= Narvik Winter Festival =

Norwegian festival

Narvik Winter Festival, in Norwegian just Vinterfestuka (The Winter Festival Week), is an annual cultural festival with railway history platform in Narvik. It is based on stories, myths and facts from the construction time of the Narvik and Kiruna railway system around 1900.

Important symbols for the Narvik Winter Festival are the rallars, railway worker rallaren, Svarta Bjorn (Black Bear) and the Ofotbanen.

The Narvik Winter Festival is organized annually in March, the first time in 1956 as a «French festival». In 1957 the event was called Festival Narvik. Today the festival, with around 200 events, attract a total of about 30,000 visitors.
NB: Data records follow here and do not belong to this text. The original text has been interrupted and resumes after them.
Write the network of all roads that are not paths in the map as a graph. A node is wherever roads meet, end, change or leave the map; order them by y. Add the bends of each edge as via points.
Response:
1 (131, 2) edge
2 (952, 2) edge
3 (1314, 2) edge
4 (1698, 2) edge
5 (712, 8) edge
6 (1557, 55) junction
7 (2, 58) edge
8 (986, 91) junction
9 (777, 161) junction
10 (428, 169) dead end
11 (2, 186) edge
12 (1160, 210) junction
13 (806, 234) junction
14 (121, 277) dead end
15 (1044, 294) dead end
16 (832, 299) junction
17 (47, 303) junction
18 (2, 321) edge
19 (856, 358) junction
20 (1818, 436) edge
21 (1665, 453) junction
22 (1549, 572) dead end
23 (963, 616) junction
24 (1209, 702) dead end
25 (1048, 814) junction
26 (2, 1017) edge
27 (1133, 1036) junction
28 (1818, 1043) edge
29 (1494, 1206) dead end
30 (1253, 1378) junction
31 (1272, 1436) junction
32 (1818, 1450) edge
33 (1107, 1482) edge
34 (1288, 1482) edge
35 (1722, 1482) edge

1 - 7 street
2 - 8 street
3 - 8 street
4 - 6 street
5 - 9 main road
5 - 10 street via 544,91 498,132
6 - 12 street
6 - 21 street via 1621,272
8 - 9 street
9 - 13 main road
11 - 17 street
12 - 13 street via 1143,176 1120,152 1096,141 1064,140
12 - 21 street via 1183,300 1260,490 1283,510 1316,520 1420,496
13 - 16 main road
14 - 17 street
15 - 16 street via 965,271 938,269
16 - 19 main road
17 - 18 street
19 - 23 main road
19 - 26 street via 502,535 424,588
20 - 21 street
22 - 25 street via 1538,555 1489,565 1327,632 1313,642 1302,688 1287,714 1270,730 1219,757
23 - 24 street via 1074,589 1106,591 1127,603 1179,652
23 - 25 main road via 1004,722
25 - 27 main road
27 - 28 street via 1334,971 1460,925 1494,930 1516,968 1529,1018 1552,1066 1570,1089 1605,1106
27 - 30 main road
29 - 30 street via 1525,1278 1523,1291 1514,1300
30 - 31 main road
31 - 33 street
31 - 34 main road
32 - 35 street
The Narvik Winter Festival has a special position in the local population, as a large part of the city's population has its own outfits worn during the festival. For men, there is black trousers and fluffy flanell shirt with black or dark vest and racket hat that applies to everyday, for party it is the same outfit but with white shirt. For the ladies, it's a long skirt with blouse (often white / light gray or reddish / purple) and black shawl that's everyday attire while evening dress is used for partying. This tradition has in recent years had a marked increase in popularity also among youth.

The festival was initially run by Narvik Reiselivslag (travelers organization), but the size of the arrangements made another organization necessary. The Narvik Winter Festival became its own foundation in 1997, called the Stiftelsen Vinterfestuka (The Vinterfestuka Foundation). The reason was to get a more independent organization that could carry out the events "The Narvik Winter Festival", "Folkefest i Rombaksbotn" and help develop new arrangements. Today, the foundation for the implementation of the cultural events "The Narvik Winter Festival", "Folkefest i Rombaksbotn" and a number of other events throughout the year.

Den Stolte og Ærverdige Rallarklubben av Malmbyen Narvik (The Proud and Honorable Ralilway Workers Club of the Malm Sity of Narvik) is also an important contributor, with its events during the Narvik Winter Festival and otherwise in the year. It is Rallarklubben that stands for the traditional costume method for children who go first Saturday at the festival. The 2020 Winter Festival was canceled by Narvik due to the coronavirus pandemic.